_Aim of the exercise_
Lines of the records that hold the word "Irene" are to be counted; give the number and nothing more.

(Saved data entries)
****************

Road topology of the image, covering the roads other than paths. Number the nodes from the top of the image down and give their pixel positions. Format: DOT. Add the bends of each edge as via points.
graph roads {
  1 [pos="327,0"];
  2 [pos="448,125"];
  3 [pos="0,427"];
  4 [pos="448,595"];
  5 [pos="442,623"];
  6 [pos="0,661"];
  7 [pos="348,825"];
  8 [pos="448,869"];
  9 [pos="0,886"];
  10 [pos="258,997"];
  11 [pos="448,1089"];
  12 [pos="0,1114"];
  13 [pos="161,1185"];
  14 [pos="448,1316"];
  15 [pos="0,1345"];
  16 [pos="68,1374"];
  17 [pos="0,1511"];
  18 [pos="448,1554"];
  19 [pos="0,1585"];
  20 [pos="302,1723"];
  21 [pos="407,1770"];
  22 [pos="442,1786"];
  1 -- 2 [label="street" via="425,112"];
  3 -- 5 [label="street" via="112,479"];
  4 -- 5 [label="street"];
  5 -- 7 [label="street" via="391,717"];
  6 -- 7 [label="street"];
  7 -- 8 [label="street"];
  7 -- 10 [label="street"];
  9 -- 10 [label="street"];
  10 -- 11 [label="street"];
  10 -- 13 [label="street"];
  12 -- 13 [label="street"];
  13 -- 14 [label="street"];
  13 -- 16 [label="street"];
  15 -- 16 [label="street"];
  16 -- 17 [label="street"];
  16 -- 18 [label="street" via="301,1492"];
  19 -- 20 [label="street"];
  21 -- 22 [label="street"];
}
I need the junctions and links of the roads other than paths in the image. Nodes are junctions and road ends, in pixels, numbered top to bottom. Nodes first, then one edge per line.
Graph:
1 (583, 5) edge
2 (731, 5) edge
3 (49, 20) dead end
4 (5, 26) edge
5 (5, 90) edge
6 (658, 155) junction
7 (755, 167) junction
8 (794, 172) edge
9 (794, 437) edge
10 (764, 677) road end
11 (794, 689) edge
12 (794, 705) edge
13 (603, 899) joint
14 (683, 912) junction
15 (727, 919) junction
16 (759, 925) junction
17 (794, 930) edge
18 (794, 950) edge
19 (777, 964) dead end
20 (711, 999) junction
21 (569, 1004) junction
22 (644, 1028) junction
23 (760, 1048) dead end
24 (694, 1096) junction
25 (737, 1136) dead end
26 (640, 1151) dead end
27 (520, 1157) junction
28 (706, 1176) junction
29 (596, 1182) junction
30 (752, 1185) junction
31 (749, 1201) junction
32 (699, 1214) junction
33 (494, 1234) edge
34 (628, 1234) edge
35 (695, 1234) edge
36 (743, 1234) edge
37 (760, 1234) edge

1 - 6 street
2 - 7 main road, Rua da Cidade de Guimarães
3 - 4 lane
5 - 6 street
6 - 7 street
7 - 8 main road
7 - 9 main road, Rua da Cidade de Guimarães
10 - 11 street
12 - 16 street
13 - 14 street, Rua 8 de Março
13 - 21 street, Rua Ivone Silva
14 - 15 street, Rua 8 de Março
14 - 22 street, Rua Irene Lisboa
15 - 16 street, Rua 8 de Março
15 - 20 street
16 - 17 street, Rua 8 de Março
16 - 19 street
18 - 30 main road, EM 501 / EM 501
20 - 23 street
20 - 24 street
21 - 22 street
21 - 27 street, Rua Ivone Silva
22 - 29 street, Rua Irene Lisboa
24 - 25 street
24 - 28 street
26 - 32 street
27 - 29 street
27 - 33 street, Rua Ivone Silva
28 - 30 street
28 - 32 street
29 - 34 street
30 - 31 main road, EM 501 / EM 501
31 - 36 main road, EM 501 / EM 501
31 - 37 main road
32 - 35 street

****************

_Solution for this problem_
2